Focus on conveyancing

TLO Risk Services

Historically, insurers rate the area of conveyancing work as one of the biggest risk area's for law firms when setting a professional indemnity premium. Some insurers are happy with firms who undertake a large amount of conveyancing work, others are far more cautious.

Over the past ten years, conveyancing claims have contributed, on average, to over 40% of claims notifications.

There are many risk areas associated with conveyancing work for law firms to consider.
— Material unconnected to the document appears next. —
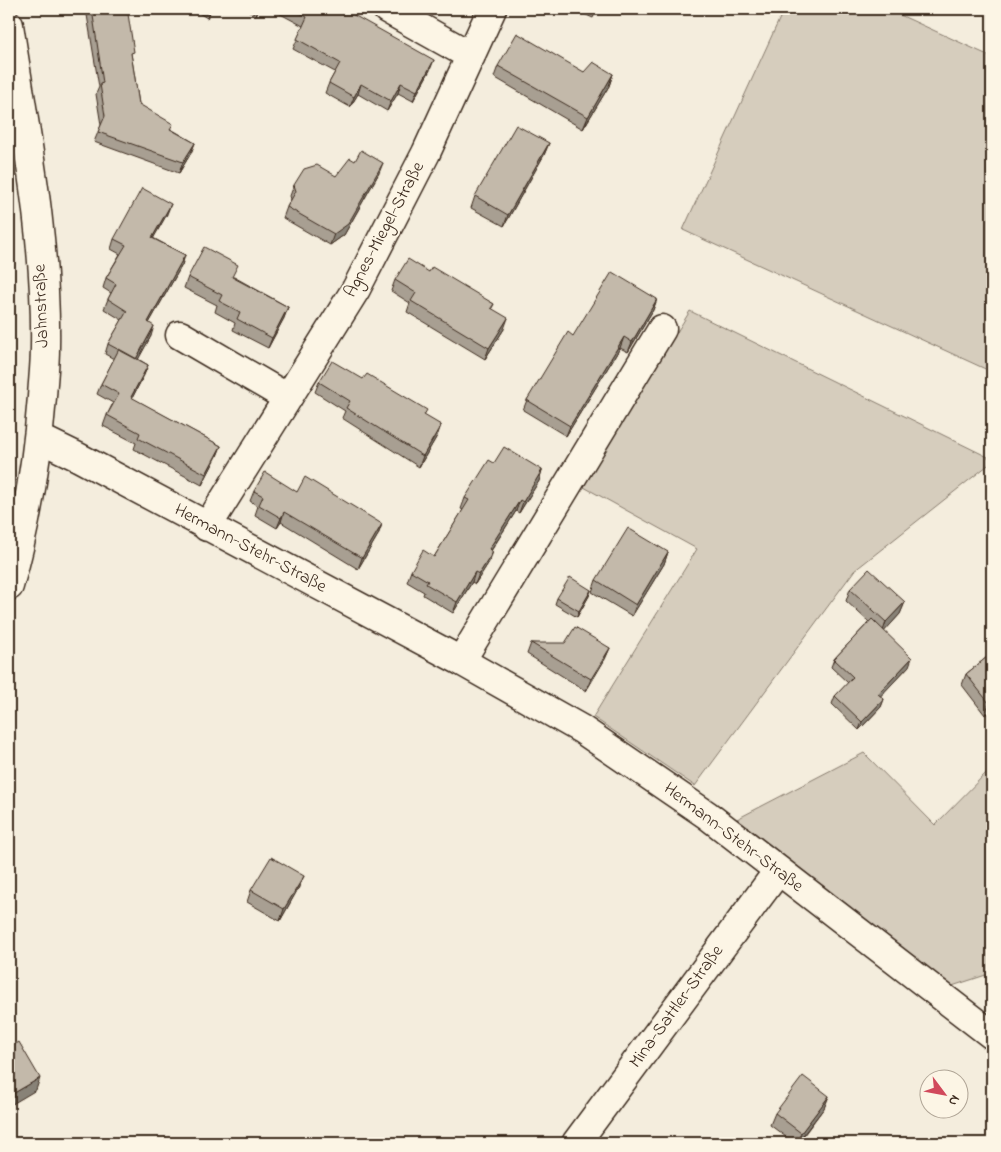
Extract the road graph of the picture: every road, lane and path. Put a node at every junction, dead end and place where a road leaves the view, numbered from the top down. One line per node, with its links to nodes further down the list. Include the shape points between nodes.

These include:

- Risk of fraud and the increased risk of identity fraud,

- Increased duty of care to both client and lender,

- Large transactional values,

- Cyber Fraud "Friday afternoon"

- Urgency from clients to complete transactions quickly,

- Global economic conditions,

- Increased workloads on staff, and

- Emerging risks in certain property transactions

Emerging risks within the property sector are nothing new. They can occur when a particular type of mortgage is sold or when a specific type of property is purchased. 

Generally, law firms can do a number of these transactions. Past issues have included right to buy, properties in overseas developments and properties involving sale and lease back transactions.

Law firms need to consider the risk of becoming exposed to certain conveyancing transactions and to ensure procedures and tests are put in place.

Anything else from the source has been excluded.